▶ **Instructions for the task**
Would you please copy each line of the data in which the string "main" occurs?

(Data to examine)

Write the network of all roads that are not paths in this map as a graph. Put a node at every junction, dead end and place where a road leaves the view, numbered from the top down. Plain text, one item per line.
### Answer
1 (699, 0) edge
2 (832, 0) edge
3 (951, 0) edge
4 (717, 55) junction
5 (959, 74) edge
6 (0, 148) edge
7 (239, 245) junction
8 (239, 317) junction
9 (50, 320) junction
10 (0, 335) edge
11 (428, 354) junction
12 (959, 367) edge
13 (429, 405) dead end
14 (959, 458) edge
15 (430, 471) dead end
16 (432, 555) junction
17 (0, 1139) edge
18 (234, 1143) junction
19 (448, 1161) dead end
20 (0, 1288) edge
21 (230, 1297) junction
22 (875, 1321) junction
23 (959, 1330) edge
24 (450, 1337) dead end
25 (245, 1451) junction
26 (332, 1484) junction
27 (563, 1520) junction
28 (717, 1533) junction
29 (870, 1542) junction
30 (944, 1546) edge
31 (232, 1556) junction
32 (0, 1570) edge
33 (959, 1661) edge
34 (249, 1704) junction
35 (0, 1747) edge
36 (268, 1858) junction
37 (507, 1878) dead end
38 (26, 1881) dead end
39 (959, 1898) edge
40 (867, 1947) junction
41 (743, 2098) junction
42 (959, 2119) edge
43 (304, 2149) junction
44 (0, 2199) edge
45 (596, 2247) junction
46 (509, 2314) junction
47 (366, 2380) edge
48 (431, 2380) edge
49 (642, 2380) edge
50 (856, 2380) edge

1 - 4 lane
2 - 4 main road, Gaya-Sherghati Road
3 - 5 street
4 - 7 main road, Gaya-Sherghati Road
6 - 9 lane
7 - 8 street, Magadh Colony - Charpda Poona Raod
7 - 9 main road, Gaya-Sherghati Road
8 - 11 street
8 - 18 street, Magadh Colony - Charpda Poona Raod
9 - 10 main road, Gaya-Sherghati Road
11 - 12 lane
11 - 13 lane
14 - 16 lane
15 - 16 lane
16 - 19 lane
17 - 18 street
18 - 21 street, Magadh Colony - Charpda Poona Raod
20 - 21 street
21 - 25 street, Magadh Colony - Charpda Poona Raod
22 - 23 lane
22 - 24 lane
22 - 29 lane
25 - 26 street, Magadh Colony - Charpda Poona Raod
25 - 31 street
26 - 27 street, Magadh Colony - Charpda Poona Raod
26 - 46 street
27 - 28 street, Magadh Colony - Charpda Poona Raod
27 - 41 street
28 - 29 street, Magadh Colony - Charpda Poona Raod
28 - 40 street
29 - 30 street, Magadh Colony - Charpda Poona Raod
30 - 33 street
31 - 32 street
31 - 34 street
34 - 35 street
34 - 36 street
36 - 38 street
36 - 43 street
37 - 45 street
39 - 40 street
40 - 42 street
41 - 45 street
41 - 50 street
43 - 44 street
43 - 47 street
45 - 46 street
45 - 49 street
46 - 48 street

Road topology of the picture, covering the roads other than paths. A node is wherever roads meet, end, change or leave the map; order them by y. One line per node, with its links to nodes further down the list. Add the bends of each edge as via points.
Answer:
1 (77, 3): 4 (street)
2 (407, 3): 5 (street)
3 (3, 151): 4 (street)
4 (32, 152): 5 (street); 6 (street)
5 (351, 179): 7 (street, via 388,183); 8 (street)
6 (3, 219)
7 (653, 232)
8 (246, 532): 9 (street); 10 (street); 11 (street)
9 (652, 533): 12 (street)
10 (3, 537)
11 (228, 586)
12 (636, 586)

(End Data to examine)

▶ **Reply**
2 - 4 main road, Gaya-Sherghati Road
4 - 7 main road, Gaya-Sherghati Road
7 - 9 main road, Gaya-Sherghati Road
9 - 10 main road, Gaya-Sherghati Road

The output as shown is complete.